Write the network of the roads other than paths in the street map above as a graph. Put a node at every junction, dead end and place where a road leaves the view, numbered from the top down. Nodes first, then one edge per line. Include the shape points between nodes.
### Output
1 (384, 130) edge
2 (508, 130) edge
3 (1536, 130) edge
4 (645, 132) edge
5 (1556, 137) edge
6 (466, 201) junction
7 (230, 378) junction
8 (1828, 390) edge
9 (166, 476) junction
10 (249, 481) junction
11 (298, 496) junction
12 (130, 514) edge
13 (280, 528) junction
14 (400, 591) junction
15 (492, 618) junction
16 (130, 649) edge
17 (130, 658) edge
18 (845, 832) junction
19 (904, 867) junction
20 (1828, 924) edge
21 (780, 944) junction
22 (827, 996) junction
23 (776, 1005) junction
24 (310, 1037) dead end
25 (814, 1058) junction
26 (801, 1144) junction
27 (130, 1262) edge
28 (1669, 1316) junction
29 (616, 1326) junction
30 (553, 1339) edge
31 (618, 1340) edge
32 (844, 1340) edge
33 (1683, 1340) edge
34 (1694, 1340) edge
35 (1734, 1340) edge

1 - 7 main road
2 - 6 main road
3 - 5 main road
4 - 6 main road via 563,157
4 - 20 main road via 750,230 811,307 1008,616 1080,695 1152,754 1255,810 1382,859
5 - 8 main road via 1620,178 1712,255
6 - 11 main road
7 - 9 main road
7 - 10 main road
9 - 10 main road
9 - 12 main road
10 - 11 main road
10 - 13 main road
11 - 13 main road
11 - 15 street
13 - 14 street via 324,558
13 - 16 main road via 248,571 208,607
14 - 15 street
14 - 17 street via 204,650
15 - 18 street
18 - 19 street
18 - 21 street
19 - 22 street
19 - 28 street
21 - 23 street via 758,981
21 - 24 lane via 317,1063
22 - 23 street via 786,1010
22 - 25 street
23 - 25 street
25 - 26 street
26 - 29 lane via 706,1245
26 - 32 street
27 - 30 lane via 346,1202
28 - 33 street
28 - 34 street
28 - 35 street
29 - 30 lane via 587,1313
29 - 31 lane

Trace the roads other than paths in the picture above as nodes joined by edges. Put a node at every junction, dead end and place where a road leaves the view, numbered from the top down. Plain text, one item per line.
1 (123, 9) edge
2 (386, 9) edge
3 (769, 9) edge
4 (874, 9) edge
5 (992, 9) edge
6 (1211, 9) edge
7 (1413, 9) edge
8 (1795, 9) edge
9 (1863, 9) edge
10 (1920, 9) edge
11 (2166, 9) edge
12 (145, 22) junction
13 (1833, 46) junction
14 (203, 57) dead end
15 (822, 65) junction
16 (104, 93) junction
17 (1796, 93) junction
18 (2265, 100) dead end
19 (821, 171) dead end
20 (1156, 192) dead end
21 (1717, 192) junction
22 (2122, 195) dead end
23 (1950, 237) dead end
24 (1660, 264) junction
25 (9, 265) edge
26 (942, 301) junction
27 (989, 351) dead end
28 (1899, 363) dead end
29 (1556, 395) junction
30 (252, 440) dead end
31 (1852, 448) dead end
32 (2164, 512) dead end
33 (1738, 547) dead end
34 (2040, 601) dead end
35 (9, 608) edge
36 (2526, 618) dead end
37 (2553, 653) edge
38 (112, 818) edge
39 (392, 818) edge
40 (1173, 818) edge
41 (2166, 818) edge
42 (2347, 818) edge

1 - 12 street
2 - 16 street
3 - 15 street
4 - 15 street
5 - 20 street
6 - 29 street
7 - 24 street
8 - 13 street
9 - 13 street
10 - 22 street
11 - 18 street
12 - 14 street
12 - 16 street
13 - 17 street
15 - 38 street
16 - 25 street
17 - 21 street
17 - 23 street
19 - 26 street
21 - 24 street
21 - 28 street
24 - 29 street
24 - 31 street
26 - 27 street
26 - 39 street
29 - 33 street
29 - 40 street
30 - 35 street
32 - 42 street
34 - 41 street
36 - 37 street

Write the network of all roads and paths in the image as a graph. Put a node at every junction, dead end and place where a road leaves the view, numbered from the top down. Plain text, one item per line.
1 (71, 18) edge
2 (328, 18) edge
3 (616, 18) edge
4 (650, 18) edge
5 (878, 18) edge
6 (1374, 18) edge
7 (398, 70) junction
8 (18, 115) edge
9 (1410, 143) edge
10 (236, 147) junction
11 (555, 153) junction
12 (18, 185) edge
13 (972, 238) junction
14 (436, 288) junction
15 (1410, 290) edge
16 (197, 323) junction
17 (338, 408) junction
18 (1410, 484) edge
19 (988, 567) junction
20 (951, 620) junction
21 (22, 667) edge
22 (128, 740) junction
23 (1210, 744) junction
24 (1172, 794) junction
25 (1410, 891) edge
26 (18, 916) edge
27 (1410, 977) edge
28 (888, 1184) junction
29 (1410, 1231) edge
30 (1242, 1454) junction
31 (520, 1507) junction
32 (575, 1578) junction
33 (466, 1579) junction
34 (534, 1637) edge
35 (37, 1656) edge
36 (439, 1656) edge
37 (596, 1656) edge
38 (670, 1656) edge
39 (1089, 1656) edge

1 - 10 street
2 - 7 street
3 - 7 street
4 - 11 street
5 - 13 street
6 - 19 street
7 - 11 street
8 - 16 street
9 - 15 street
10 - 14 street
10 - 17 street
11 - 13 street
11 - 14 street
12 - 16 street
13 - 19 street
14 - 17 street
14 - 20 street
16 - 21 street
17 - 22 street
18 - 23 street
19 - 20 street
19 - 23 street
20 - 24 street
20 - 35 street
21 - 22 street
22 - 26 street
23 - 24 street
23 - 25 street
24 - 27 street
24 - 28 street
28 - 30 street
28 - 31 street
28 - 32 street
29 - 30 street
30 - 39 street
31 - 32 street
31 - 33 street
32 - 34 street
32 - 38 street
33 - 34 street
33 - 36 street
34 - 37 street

▶ _YOUR ASSIGNMENT_: All of the data shown above should be printed exactly as given.

▶ _OUTPUT_:
Write the network of the roads other than paths in the street map above as a graph. Put a node at every junction, dead end and place where a road leaves the view, numbered from the top down. Nodes first, then one edge per line. Include the shape points between nodes.
### Output
1 (384, 130) edge
2 (508, 130) edge
3 (1536, 130) edge
4 (645, 132) edge
5 (1556, 137) edge
6 (466, 201) junction
7 (230, 378) junction
8 (1828, 390) edge
9 (166, 476) junction
10 (249, 481) junction
11 (298, 496) junction
12 (130, 514) edge
13 (280, 528) junction
14 (400, 591) junction
15 (492, 618) junction
16 (130, 649) edge
17 (130, 658) edge
18 (845, 832) junction
19 (904, 867) junction
20 (1828, 924) edge
21 (780, 944) junction
22 (827, 996) junction
23 (776, 1005) junction
24 (310, 1037) dead end
25 (814, 1058) junction
26 (801, 1144) junction
27 (130, 1262) edge
28 (1669, 1316) junction
29 (616, 1326) junction
30 (553, 1339) edge
31 (618, 1340) edge
32 (844, 1340) edge
33 (1683, 1340) edge
34 (1694, 1340) edge
35 (1734, 1340) edge

1 - 7 main road
2 - 6 main road
3 - 5 main road
4 - 6 main road via 563,157
4 - 20 main road via 750,230 811,307 1008,616 1080,695 1152,754 1255,810 1382,859
5 - 8 main road via 1620,178 1712,255
6 - 11 main road
7 - 9 main road
7 - 10 main road
9 - 10 main road
9 - 12 main road
10 - 11 main road
10 - 13 main road
11 - 13 main road
11 - 15 street
13 - 14 street via 324,558
13 - 16 main road via 248,571 208,607
14 - 15 street
14 - 17 street via 204,650
15 - 18 street
18 - 19 street
18 - 21 street
19 - 22 street
19 - 28 street
21 - 23 street via 758,981
21 - 24 lane via 317,1063
22 - 23 street via 786,1010
22 - 25 street
23 - 25 street
25 - 26 street
26 - 29 lane via 706,1245
26 - 32 street
27 - 30 lane via 346,1202
28 - 33 street
28 - 34 street
28 - 35 street
29 - 30 lane via 587,1313
29 - 31 lane

Trace the roads other than paths in the picture above as nodes joined by edges. Put a node at every junction, dead end and place where a road leaves the view, numbered from the top down. Plain text, one item per line.
1 (123, 9) edge
2 (386, 9) edge
3 (769, 9) edge
4 (874, 9) edge
5 (992, 9) edge
6 (1211, 9) edge
7 (1413, 9) edge
8 (1795, 9) edge
9 (1863, 9) edge
10 (1920, 9) edge
11 (2166, 9) edge
12 (145, 22) junction
13 (1833, 46) junction
14 (203, 57) dead end
15 (822, 65) junction
16 (104, 93) junction
17 (1796, 93) junction
18 (2265, 100) dead end
19 (821, 171) dead end
20 (1156, 192) dead end
21 (1717, 192) junction
22 (2122, 195) dead end
23 (1950, 237) dead end
24 (1660, 264) junction
25 (9, 265) edge
26 (942, 301) junction
27 (989, 351) dead end
28 (1899, 363) dead end
29 (1556, 395) junction
30 (252, 440) dead end
31 (1852, 448) dead end
32 (2164, 512) dead end
33 (1738, 547) dead end
34 (2040, 601) dead end
35 (9, 608) edge
36 (2526, 618) dead end
37 (2553, 653) edge
38 (112, 818) edge
39 (392, 818) edge
40 (1173, 818) edge
41 (2166, 818) edge
42 (2347, 818) edge

1 - 12 street
2 - 16 street
3 - 15 street
4 - 15 street
5 - 20 street
6 - 29 street
7 - 24 street
8 - 13 street
9 - 13 street
10 - 22 street
11 - 18 street
12 - 14 street
12 - 16 street
13 - 17 street
15 - 38 street
16 - 25 street
17 - 21 street
17 - 23 street
19 - 26 street
21 - 24 street
21 - 28 street
24 - 29 street
24 - 31 street
26 - 27 street
26 - 39 street
29 - 33 street
29 - 40 street
30 - 35 street
32 - 42 street
34 - 41 street
36 - 37 street

Write the network of all roads and paths in the image as a graph. Put a node at every junction, dead end and place where a road leaves the view, numbered from the top down. Plain text, one item per line.
1 (71, 18) edge
2 (328, 18) edge
3 (616, 18) edge
4 (650, 18) edge
5 (878, 18) edge
6 (1374, 18) edge
7 (398, 70) junction
8 (18, 115) edge
9 (1410, 143) edge
10 (236, 147) junction
11 (555, 153) junction
12 (18, 185) edge
13 (972, 238) junction
14 (436, 288) junction
15 (1410, 290) edge
16 (197, 323) junction
17 (338, 408) junction
18 (1410, 484) edge
19 (988, 567) junction
20 (951, 620) junction
21 (22, 667) edge
22 (128, 740) junction
23 (1210, 744) junction
24 (1172, 794) junction
25 (1410, 891) edge
26 (18, 916) edge
27 (1410, 977) edge
28 (888, 1184) junction
29 (1410, 1231) edge
30 (1242, 1454) junction
31 (520, 1507) junction
32 (575, 1578) junction
33 (466, 1579) junction
34 (534, 1637) edge
35 (37, 1656) edge
36 (439, 1656) edge
37 (596, 1656) edge
38 (670, 1656) edge
39 (1089, 1656) edge

1 - 10 street
2 - 7 street
3 - 7 street
4 - 11 street
5 - 13 street
6 - 19 street
7 - 11 street
8 - 16 street
9 - 15 street
10 - 14 street
10 - 17 street
11 - 13 street
11 - 14 street
12 - 16 street
13 - 19 street
14 - 17 street
14 - 20 street
16 - 21 street
17 - 22 street
18 - 23 street
19 - 20 street
19 - 23 street
20 - 24 street
20 - 35 street
21 - 22 street
22 - 26 street
23 - 24 street
23 - 25 street
24 - 27 street
24 - 28 street
28 - 30 street
28 - 31 street
28 - 32 street
29 - 30 street
30 - 39 street
31 - 32 street
31 - 33 street
32 - 34 street
32 - 38 street
33 - 34 street
33 - 36 street
34 - 37 street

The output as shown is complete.